In 2006, Gazprom threatened to cut off gas to Georgia unless it received much higher prices. It did the same with Ukraine and Belarus.Georgia, which has a highly reformed but struggling economy, balked at complying with the demands.
As tension over this issue built in late 2005 and early 2006, Gazprom reported that an explosion had damaged the pipeline in southern Russia that it used to deliver gas to Georgia. That meant no Russian gas to Georgia in the dead of winter.
Just hours later, on the same day — Jan. 22, 2006 — Russia reported two explosions to its main electrical cable to Georgia, cutting off more than half of Georgia’s power.
The gas-pipeline explosion also led to a shortage of gas in my homeland, Armenia, because Gazprom sends part of its supply to Armenia through pipelines in Georgia.
Russia has since consolidated its energy stranglehold on Armenia, supplying it with most of its gas and owning Armenia’s electrical grid.

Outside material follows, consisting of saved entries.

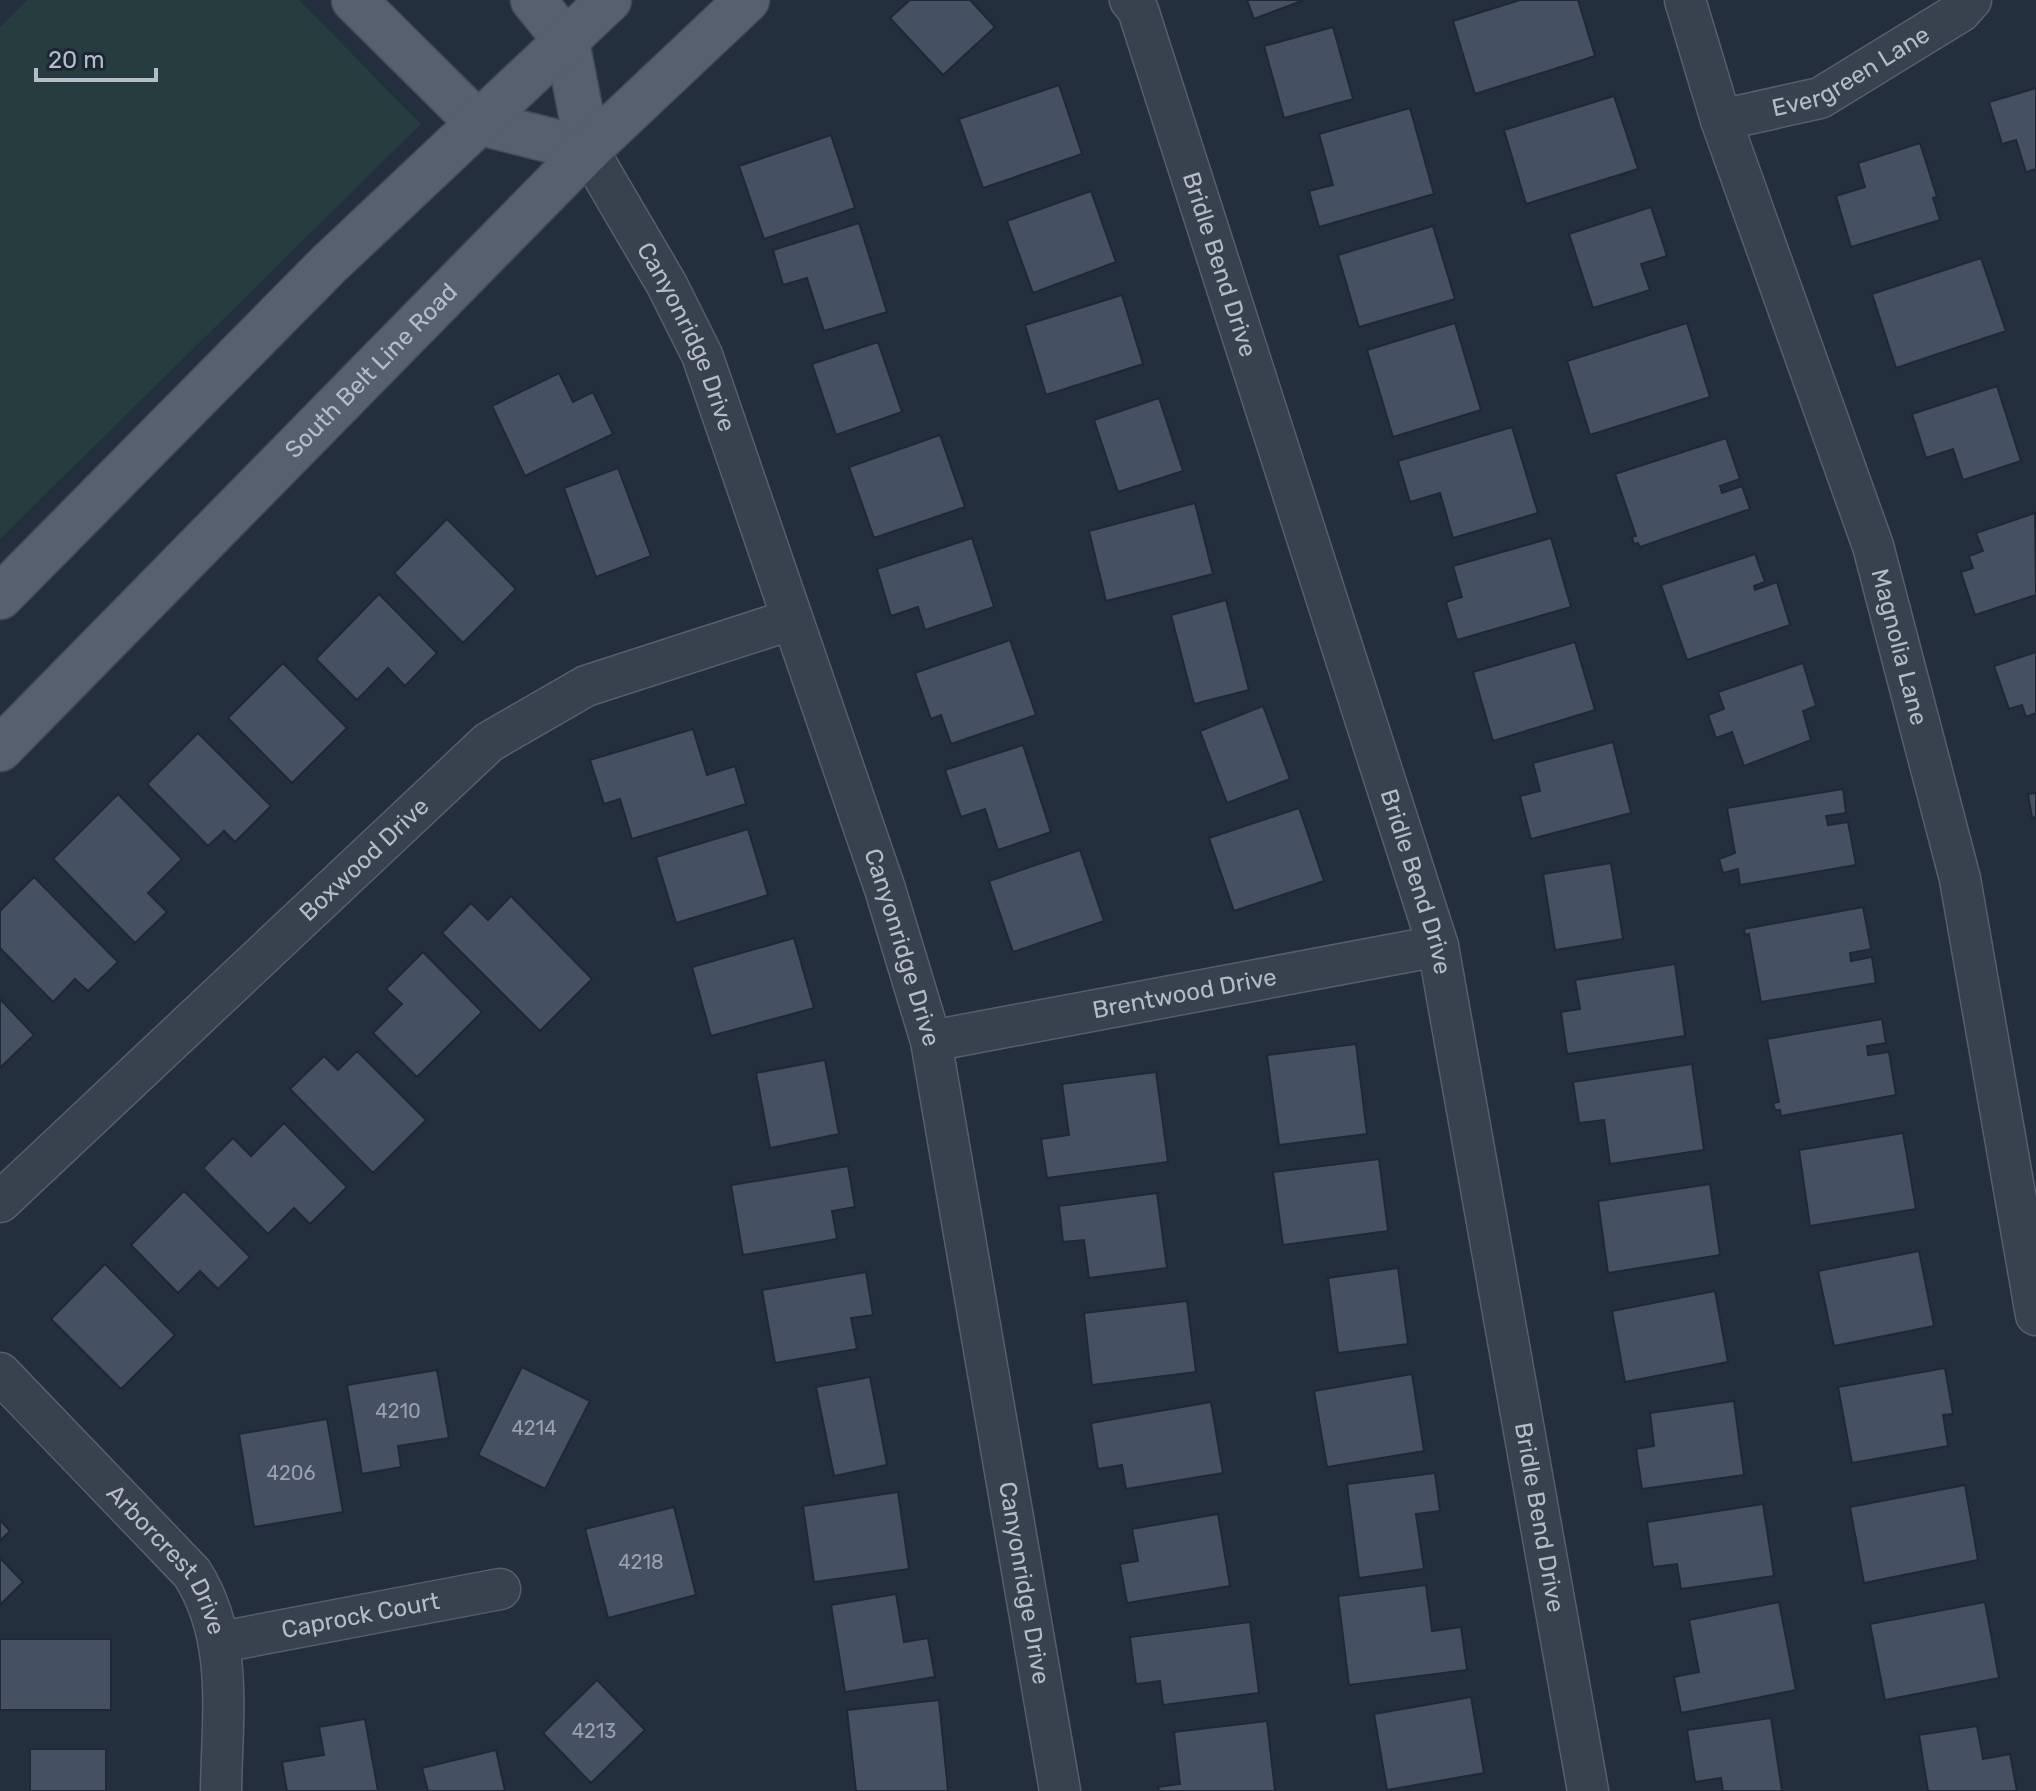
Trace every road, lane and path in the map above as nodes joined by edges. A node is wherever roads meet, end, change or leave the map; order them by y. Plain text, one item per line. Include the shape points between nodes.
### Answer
1 (354, 0) edge
2 (533, 0) edge
3 (609, 0) edge
4 (747, 0) edge
5 (1130, 0) edge
6 (1685, 0) edge
7 (1971, 0) edge
8 (567, 42) junction
9 (1721, 120) junction
10 (477, 122) junction
11 (588, 150) junction
12 (0, 597) edge
13 (790, 620) junction
14 (0, 749) edge
15 (1438, 946) junction
16 (931, 1041) junction
17 (0, 1202) edge
18 (2036, 1315) edge
19 (0, 1373) edge
20 (500, 1589) dead end
21 (221, 1642) junction
22 (221, 1791) edge
23 (1060, 1791) edge
24 (1588, 1791) edge

1 - 10 main road
2 - 8 main road
3 - 8 main road
4 - 11 main road, South Belt Line Road
5 - 15 street, Bridle Bend Drive via 1138,10
6 - 9 street, Magnolia Lane
7 - 9 street, Evergreen Lane via 1960,12 1820,98
8 - 10 main road
8 - 11 main road
9 - 18 street, Magnolia Lane via 1877,561 1960,879
10 - 11 main road
10 - 12 main road
11 - 13 street, Canyonridge Drive via 702,355
11 - 14 main road, South Belt Line Road
13 - 16 street, Canyonridge Drive via 885,889
13 - 17 street, Boxwood Drive via 586,686 489,742
15 - 16 street, Brentwood Drive
15 - 24 street, Bridle Bend Drive
16 - 23 street, Canyonridge Drive
19 - 21 street, Arborcrest Drive via 192,1573 210,1601
20 - 21 street, Caprock Court
21 - 22 street, Arborcrest Drive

Not surprisingly, Russian ownership of the grid led to another example of blackmail last year. Nationwide protests greeted the power company’s demand for an immediate 17 percent jump in electricity rates.
That issue still has yet to be resolved satisfactorily.
The official Russian account of the gas pipeline and electric cable explosions in 2006 was that they were the result of unspecified Caucasus saboteurs.
Georgians would have none of that.
Most saw the cutoffs for what they were: An unmistakable Russian message about what would happen to Georgia if it failed to accept Gazprom’s price-hike demands.
Then-President Mikheil Saakashvili spoke for much of Georgia when he accused Russia of blackmail in the severing of the gas and power supplies.
In the end, Georgia had no choice but to capitulate to the Gazprom price increase demands.
A footnote in this story that has important implications today is that Iran stepped in to supply gas to Georgia during the Russian cut off.
Iran would like to become a permanent supplier of gas to Georgia now that global sanctions against Tehran have been lifted.
The sanctions were imposed when Iran refused to pledge not to build nuclear weapons. Last year a deal was reached between Iran and several other countries under which Tehran agreed not to develop a nuclear bomb.
The deal led to the lifting of the sanctions against Iran, making it possible for Tehran to supply oil and gas globally, including to Georgia.
Russia has long worried about Iran trying to increase its influence in former Soviet republics like Georgia. One way Tehran could do that is by selling oil and gas to those countries. Iran is a low-cost oil and gas producer, so it would likely be able to offer Georgia a much better price for energy than Russia.
Fear of Iranian encroachment in Georgia and the rest of the Caucasus is just one reason Russia wants to supply more gas to Georgia, however.
Another is that it likes Georgian President Giorgi Margvelashvili’s policy of resetting relations with Russia, and believes that a new gas deal will lead to Tbilisi being even more pliable.
It is one thing to do a reset with Russia to normalize relations that ended in a war between Russia and Georgia in 2008.
It is quite another for Georgia to take a step — buying more Gazprom gas — that will increase Tbilisi’s susceptibility to Russian blackmail.
I find myself wondering what the heck the accommodating Margvelashvili administration is thinking when it considers a deal that would make Georgia more dependent on Russian energy.
Many Georgians are questioning the move as well. In fact, some have engaged in public protests against the gas talks. Georgia doesn’t have to display open hostility toward Russia, as the Russia-hating Saakashvilli did when he was Georgia’s president.
But neither should it give Russia a larger opening to meddle in its affairs.In recent years Azerbaijan has supplied most of Georgia’s gas.
Tbilisi sees it as a steady and reliable energy partner.
Iran, whose help with emergency gas supplies in 2006 still resonates in Georgia, is also ready to sell gas to Georgia.
It’s smart for any country to diversify its energy supply, but it isn’t smart to increase its dependence on a supplier with a history of using energy blackmail as an instrument of its foreign policy.